ラプラスは大声で笑いたい衝動を抑え、いつも通りの声で横島に話しかける。


『第二の試練については起きてから話す事にするよ、君は少し休みたまえ。
 昨日から一睡もしていないだろう? それに緊張の連続で君はお疲れだよ。』

「……そうだな、そういえばお前と会ってから疲れることばかりやないか。」

『クックック、運命に抗う戦士にも休息は必要だ。
 それに今眠るならば、君はきっと良い夢を見れると高確率で予測できるよ。
 だから、安心してルシオラ君への想いに身をゆだね、幸せな未来を夢見たまえ。』

「はははっ、お前のお墨付きなら安心だな。
 んじゃ、まあ……ちょっと眠らせてもらうか…な。
 ふあ〜……おやすみ―――――――ラプラス。」




『ああ、良い夢を―――――――横島忠夫君。』




時刻はまだ朝の8時を過ぎた頃。
窓からさしこ冬の太陽が、この部屋を明るく照らすにはまだ一刻の猶予があろう。
横島忠夫からは、すでに穏やかな寝息が聞こえている。
その口元に浮かぶ笑みが、どんな夢を見ているのか容易に想像させた。
きっと夢の中ではラブラブでウハウハな未来を見ているのだろう。
ラプラスは伝わってくる、ヨコシマで嬉しそうな感情に自分の思惑の成功を確信していた。


―――――――文珠のまじないによる、縁の断絶。本当に文珠の力は素晴らしいよ。


ラプラスは文珠の力を《万能》に限りなく近いものであると予測している。
横島には、まじないは気休め程度だと言ったが、実際は確実に縁を断絶するものだったのだ。
文珠2つの効果がどれほどの範囲だったかは、さすがのラプラスにも予測できないが、
少なくとも横島の知人や顔見知り達との縁は断ち切ることができたと実感している。
なにせ、横島忠夫の中にはルシオラの事以外に強い感情など存在しなくなったのだから。
ラプラスが聞くか、本当の偶然で出会うとかしないかぎり、思い出す事もないだろう。


―――――――クックック、これでかなりの不安要素を解消する事ができた。


縁とは男女間だけのものではない、友人や親類などの間にも強い縁は存在するのだ。
これから長い時間をかけ、横島に囁き続けなくてはならないラプラスにとって、
横島忠夫の人間関係は全てが邪魔でしかなかったのだ。
そして、横島忠夫にもルシオラ以外の事になど、気をかけてもらっては困るのだ。
だからラプラスは横島に囁き、今の縁切りのまじないで、それらを一気に断ち切らせたのだ。

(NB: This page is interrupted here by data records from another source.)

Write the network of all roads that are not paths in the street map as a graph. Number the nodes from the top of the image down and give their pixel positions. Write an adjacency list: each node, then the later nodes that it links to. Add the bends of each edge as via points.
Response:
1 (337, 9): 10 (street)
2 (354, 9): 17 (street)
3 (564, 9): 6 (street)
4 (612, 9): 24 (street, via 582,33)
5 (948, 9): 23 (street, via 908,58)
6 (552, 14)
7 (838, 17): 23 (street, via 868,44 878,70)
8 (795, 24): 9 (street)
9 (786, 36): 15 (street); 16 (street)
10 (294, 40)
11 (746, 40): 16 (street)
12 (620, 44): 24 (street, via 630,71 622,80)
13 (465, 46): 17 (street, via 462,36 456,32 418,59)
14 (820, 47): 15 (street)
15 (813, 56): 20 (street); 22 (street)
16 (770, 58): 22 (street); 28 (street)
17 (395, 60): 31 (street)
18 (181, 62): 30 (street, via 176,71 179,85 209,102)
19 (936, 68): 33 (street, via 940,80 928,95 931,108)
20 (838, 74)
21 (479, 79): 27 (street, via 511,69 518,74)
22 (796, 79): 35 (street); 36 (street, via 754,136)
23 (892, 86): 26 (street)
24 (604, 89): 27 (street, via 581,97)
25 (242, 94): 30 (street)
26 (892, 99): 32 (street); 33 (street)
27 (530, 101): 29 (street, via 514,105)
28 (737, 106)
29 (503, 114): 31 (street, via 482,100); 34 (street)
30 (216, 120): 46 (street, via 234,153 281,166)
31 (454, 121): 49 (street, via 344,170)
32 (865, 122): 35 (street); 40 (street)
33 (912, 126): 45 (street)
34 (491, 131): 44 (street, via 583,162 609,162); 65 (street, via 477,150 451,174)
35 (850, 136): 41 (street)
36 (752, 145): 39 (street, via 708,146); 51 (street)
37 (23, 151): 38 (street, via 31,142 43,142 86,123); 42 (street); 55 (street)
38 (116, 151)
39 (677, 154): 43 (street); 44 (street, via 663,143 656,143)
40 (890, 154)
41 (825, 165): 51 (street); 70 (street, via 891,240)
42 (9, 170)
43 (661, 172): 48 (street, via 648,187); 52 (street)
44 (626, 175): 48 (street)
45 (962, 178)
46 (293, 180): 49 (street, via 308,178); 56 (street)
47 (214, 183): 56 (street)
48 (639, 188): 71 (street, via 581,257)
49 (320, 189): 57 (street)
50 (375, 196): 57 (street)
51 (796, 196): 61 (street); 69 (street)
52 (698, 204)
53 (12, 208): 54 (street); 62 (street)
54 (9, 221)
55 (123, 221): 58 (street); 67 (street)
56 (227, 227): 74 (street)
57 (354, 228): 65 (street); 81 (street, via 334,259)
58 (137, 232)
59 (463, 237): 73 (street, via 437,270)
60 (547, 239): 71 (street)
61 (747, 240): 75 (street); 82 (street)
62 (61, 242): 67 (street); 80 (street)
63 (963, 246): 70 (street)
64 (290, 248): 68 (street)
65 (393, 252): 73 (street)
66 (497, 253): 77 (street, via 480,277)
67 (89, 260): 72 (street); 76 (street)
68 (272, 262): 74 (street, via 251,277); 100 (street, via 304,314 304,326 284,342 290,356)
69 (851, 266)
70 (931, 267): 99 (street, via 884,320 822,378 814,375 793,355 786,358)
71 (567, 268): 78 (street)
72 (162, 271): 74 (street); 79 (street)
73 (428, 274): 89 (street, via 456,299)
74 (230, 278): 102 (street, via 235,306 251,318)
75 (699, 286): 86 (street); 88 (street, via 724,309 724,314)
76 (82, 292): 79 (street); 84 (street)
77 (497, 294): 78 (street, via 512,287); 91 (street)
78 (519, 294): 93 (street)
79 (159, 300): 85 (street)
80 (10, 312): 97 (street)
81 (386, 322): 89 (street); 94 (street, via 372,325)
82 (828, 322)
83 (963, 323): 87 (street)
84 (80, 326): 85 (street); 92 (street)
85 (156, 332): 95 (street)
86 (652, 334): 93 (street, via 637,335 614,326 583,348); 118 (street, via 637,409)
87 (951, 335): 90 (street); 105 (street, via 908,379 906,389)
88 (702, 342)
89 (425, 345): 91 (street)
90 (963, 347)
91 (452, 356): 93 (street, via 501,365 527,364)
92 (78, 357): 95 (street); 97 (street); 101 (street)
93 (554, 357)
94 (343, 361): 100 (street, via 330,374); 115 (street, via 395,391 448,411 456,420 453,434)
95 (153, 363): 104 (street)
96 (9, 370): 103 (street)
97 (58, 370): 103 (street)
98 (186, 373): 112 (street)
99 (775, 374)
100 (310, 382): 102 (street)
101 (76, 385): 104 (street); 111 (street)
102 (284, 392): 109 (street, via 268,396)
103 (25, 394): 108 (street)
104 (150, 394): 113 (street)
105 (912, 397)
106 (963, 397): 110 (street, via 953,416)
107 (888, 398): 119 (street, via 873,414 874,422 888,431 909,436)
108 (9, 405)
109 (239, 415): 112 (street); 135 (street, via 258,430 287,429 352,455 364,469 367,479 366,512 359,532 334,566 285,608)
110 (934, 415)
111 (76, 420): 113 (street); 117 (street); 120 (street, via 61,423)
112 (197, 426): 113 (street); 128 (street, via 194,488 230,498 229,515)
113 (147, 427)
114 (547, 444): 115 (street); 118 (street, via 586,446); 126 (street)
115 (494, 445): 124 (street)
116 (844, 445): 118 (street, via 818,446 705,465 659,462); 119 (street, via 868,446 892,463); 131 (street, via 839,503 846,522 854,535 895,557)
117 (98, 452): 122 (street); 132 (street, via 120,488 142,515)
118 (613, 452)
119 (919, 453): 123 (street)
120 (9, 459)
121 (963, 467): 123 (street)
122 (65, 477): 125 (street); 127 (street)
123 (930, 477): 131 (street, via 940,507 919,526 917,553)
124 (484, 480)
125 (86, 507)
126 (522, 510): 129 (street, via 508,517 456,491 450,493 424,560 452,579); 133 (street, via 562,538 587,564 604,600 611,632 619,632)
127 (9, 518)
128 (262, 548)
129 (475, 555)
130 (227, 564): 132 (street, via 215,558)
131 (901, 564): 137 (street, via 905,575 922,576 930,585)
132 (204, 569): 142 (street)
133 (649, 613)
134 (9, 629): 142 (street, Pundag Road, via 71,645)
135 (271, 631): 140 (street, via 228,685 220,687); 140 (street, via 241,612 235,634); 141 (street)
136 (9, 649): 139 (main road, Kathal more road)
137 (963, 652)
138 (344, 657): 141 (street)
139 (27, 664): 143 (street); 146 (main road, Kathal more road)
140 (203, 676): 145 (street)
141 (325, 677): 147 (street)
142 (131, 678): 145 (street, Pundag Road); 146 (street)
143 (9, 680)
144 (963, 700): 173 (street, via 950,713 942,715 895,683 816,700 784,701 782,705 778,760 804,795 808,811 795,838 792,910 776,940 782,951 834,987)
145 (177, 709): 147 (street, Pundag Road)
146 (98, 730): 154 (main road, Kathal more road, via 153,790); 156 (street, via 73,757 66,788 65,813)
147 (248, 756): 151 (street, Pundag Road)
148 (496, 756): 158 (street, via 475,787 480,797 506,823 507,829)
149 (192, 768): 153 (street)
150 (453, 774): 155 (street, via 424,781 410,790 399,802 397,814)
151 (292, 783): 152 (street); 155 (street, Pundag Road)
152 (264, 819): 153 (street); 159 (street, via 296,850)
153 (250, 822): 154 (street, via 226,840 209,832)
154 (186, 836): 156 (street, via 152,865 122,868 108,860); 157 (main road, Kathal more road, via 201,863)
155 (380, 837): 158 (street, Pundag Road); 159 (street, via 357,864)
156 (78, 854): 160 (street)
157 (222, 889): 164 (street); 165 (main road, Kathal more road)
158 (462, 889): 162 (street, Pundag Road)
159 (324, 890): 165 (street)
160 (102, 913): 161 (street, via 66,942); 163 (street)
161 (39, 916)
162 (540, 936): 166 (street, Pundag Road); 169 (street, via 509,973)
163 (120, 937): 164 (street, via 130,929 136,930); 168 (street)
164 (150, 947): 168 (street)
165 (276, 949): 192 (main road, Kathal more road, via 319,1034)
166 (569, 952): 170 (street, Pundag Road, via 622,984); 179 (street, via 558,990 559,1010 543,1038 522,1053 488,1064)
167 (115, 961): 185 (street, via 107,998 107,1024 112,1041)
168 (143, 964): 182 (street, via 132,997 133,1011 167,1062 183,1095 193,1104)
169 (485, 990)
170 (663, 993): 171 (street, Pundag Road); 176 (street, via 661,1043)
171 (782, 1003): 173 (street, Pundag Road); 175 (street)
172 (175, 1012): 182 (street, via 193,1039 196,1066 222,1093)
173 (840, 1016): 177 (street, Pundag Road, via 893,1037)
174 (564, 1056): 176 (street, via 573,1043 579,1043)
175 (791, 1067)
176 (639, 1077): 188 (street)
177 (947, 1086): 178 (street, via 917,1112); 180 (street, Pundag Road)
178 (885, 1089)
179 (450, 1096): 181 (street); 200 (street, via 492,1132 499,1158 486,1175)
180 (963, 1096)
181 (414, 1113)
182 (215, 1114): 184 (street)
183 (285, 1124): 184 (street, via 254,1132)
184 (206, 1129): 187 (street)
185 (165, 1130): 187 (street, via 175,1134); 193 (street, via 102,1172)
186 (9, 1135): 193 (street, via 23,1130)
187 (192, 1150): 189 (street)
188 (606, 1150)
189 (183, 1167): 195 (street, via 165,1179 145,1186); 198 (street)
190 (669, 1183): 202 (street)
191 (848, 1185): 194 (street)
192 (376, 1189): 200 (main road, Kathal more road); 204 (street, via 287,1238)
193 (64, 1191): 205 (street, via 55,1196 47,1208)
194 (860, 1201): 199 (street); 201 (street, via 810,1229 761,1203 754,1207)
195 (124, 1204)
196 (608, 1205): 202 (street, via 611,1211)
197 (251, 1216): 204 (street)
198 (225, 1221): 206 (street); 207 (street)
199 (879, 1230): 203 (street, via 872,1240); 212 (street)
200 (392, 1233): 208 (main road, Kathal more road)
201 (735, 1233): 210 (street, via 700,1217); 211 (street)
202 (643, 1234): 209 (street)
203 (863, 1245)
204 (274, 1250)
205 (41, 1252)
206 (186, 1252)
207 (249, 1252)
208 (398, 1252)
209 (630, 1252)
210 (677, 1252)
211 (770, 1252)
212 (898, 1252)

―――――――君に残る縁はルシオラ君と、君の魂に絡み付くこの私だけだよ。横島忠夫君。


縁の断絶―――――――それは、世界からの孤立を意味していた




『クックック、ああ、早く君に囁きたいよ―――――――君の向かう最悪で過酷な未来を。』




ラプラスの笑い声は、横島忠夫には聞こえない。








なぜなら、彼は今―――――――最高に幸せな未来を夢見ているのだから。